In an unusual move, putting a national-level politician in a position usually held by an academic, U.S. Secretary of Homeland Security Janet Napolitano was selected to lead the University of California system, The Times reported Friday morning.
The former Arizona governor's appointment also means the 10-campus system will be headed by a woman for the first time in its 145-year history.
Napolitano's nomination by a committee of UC regents came after a secretive process that insiders said initially focused on her as a high-profile, though nontraditional, candidate who has led large public agencies and shown a strong interest in improving education.

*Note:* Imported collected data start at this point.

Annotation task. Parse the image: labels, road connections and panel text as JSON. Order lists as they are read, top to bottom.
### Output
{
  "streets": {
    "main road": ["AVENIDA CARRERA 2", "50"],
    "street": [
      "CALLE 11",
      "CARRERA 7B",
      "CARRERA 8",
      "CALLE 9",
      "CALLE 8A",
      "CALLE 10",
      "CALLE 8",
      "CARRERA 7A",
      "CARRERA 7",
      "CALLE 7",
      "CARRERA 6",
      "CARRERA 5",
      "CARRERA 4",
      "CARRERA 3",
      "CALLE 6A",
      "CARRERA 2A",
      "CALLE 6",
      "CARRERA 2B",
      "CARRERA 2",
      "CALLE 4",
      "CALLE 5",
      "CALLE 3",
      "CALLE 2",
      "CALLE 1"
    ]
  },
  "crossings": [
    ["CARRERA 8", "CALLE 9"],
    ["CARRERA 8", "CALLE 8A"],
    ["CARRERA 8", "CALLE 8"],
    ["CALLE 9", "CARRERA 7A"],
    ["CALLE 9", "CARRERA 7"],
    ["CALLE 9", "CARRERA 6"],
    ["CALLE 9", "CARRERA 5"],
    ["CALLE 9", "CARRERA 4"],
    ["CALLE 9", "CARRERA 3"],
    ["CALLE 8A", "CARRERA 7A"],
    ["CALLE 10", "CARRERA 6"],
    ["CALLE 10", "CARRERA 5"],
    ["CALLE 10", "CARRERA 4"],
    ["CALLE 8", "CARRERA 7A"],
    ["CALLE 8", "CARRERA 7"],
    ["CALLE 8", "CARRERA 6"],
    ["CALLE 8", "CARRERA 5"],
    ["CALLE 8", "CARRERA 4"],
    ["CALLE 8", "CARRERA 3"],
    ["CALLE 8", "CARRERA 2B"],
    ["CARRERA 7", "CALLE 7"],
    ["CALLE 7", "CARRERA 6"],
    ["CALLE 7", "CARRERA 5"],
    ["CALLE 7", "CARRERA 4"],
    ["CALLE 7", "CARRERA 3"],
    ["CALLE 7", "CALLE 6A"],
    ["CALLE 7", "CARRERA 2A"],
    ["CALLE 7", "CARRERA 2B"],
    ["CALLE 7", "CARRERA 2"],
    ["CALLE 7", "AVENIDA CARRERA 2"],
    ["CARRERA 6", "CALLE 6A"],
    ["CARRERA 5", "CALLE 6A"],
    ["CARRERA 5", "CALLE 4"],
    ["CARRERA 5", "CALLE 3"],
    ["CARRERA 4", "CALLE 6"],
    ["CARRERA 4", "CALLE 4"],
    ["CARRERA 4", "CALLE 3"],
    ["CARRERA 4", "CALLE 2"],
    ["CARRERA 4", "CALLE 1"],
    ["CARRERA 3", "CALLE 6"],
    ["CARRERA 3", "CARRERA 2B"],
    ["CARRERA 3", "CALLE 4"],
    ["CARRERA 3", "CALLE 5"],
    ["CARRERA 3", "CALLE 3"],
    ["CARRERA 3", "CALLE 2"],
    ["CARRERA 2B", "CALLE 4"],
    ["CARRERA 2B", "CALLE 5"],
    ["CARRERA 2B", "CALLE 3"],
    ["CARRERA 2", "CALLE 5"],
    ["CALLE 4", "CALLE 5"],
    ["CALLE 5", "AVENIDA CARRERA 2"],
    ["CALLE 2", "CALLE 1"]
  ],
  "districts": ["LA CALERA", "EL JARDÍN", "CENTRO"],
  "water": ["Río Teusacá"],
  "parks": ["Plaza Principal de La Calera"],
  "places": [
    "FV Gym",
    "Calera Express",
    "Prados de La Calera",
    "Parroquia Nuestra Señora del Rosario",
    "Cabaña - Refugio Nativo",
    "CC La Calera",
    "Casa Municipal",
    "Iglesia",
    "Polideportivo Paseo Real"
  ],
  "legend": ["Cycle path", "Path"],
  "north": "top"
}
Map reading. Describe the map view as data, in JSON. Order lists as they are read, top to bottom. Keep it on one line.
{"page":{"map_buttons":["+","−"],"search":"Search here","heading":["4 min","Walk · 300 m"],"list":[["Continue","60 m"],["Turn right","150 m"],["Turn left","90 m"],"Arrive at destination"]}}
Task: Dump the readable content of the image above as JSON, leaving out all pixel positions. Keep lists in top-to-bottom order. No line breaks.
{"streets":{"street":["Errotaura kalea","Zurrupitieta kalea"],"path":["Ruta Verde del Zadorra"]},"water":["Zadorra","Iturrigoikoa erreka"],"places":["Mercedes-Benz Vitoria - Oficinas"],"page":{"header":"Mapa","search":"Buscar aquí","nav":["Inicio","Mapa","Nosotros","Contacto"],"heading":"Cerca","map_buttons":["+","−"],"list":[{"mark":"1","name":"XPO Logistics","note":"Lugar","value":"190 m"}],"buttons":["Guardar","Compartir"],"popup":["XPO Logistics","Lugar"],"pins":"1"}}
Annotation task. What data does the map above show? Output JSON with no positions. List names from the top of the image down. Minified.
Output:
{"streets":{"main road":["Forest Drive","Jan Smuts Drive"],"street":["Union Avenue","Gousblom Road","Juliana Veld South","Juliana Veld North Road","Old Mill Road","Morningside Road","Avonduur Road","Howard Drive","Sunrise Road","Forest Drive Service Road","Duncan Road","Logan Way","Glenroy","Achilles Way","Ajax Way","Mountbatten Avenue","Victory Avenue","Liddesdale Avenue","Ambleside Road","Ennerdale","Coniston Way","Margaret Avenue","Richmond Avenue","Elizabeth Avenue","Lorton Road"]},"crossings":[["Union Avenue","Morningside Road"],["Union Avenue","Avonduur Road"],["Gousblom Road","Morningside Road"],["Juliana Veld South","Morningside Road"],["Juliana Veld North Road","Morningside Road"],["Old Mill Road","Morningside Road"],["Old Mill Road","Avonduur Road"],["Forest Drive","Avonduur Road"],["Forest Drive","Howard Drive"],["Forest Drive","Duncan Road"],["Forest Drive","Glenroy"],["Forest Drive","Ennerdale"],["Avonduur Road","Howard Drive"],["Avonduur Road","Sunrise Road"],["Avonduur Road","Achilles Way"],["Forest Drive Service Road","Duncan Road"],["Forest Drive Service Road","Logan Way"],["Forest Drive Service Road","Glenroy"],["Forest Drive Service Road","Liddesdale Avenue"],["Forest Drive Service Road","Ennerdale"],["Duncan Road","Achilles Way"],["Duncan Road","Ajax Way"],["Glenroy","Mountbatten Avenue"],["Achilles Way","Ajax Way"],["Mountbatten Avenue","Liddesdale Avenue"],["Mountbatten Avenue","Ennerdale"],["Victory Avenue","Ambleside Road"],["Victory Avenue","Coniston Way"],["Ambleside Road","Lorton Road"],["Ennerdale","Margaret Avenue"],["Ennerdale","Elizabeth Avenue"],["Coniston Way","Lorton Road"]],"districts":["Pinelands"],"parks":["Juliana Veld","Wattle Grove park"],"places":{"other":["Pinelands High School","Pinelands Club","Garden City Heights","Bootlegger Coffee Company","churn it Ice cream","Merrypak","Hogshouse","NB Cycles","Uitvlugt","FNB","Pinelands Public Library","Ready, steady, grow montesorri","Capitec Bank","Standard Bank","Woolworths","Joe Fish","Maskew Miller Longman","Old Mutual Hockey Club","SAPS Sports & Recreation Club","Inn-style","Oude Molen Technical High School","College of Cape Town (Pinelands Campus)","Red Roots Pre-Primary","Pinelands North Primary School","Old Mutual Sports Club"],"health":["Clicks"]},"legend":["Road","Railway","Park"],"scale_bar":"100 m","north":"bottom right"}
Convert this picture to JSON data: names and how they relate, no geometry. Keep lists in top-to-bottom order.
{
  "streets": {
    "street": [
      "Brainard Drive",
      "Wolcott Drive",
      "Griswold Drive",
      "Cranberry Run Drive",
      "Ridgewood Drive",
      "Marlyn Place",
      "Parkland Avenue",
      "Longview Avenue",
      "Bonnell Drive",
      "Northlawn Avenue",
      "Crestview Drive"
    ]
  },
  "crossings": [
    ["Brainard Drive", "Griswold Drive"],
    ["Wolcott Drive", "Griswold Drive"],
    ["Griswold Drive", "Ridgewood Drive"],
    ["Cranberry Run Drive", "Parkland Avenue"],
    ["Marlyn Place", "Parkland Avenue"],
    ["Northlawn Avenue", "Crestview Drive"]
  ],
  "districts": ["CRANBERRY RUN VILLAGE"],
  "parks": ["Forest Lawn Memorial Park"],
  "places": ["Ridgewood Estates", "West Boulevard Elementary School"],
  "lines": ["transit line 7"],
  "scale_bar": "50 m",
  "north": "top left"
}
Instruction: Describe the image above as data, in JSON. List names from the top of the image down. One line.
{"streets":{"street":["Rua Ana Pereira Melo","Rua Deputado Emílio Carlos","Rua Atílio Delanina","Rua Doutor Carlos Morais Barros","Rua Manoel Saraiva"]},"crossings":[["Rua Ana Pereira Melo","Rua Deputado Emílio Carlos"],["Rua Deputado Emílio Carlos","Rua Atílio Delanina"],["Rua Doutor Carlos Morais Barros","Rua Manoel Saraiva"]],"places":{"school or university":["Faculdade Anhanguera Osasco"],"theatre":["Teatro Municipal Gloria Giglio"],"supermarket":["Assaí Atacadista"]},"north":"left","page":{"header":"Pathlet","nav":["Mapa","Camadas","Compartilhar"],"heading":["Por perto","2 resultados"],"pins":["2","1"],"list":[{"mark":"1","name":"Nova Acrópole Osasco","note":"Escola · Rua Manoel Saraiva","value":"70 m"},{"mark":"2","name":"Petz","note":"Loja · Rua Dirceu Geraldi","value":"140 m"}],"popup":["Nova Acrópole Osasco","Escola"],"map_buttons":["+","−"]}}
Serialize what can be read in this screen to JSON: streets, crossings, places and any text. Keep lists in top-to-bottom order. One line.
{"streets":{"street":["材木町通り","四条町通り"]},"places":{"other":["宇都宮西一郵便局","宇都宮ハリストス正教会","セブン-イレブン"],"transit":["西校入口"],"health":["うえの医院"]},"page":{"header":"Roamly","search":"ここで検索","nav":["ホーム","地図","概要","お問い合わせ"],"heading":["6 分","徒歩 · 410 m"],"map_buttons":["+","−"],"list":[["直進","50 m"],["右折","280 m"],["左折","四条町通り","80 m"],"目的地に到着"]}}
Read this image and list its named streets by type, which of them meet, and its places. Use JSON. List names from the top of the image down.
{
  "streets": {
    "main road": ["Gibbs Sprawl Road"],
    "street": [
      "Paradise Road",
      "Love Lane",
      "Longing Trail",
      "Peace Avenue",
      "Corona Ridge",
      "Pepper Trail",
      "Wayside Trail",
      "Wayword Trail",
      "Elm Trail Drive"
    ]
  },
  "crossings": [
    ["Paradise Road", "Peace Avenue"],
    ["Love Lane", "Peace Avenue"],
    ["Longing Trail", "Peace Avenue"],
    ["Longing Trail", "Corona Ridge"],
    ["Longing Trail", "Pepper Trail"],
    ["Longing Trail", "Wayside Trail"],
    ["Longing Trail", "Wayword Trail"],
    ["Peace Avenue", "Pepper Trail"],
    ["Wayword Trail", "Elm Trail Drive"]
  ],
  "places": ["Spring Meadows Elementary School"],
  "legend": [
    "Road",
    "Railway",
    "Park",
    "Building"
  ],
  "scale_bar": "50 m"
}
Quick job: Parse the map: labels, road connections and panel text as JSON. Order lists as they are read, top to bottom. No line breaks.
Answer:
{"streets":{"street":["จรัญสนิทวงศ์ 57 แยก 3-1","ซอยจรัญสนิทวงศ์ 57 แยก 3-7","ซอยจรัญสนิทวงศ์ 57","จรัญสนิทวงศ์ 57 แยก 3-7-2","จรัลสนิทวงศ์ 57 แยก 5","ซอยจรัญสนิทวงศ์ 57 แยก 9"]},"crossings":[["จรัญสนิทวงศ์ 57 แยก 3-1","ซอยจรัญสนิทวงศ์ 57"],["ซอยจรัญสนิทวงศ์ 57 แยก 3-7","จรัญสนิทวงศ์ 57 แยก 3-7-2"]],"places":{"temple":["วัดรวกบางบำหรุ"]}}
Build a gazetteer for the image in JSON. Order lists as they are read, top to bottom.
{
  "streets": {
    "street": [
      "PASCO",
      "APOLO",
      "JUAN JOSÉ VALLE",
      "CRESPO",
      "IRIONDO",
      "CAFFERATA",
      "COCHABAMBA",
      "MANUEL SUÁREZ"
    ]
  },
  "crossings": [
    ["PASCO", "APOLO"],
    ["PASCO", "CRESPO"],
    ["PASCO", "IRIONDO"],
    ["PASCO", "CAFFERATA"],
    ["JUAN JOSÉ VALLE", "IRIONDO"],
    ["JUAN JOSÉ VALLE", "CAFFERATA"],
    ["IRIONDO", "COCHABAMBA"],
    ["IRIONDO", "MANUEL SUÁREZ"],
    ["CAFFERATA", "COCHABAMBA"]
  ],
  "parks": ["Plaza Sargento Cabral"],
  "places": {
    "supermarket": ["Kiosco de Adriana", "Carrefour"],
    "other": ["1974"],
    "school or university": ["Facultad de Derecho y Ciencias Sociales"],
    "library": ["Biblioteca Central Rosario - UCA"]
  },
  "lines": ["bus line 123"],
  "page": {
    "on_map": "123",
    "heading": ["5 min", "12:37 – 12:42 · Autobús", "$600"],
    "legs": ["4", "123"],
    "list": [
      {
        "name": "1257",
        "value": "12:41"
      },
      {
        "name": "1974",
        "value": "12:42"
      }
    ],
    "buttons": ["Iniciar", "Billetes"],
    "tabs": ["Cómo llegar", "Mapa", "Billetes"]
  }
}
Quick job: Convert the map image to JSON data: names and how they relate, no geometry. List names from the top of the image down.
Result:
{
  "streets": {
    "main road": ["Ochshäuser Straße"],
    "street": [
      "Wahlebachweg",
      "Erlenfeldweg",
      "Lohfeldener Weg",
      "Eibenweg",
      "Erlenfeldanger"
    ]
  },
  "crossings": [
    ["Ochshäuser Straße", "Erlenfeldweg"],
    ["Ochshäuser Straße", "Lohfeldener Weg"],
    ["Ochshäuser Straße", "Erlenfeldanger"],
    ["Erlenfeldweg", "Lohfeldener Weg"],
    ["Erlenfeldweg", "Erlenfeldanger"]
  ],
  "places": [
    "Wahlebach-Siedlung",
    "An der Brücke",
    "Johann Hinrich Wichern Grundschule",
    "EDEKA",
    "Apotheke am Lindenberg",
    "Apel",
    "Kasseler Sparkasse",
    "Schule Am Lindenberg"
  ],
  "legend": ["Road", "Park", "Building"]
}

"While some may consider her to be an unconventional choice, Secretary Napolitano is without a doubt the right person at the right time to lead this incredible university," Sherry Lansing, who headed the search committee, said in a statement Friday. "She will bring fresh eyes and a new sensibility -- not only to UC, but to all of California. She will stand as a vigorous advocate for faculty, students and staff at a time when great changes in our state, and across the globe, are presenting as many opportunities as challenges."
Napolitano, a Democrat, was appointed by President Clinton as the U.S. attorney in Arizona and then won elections as state attorney general and twice as governor, a position she held from 2003 to 2009. President Obama then named her to lead Homeland Security, an agency with an annual $60-billion budget and 240,000 employees.
In Arizona, Napolitano helped enact plans to provide full-day kindergarten and to renovate university buildings, winning fans among educators.
The UC regents are expected to approve her nomination as UC's 20th president on Thursday during a meeting in San Francisco. Napolitano is expected to take up the UC reins some time in September, officials said.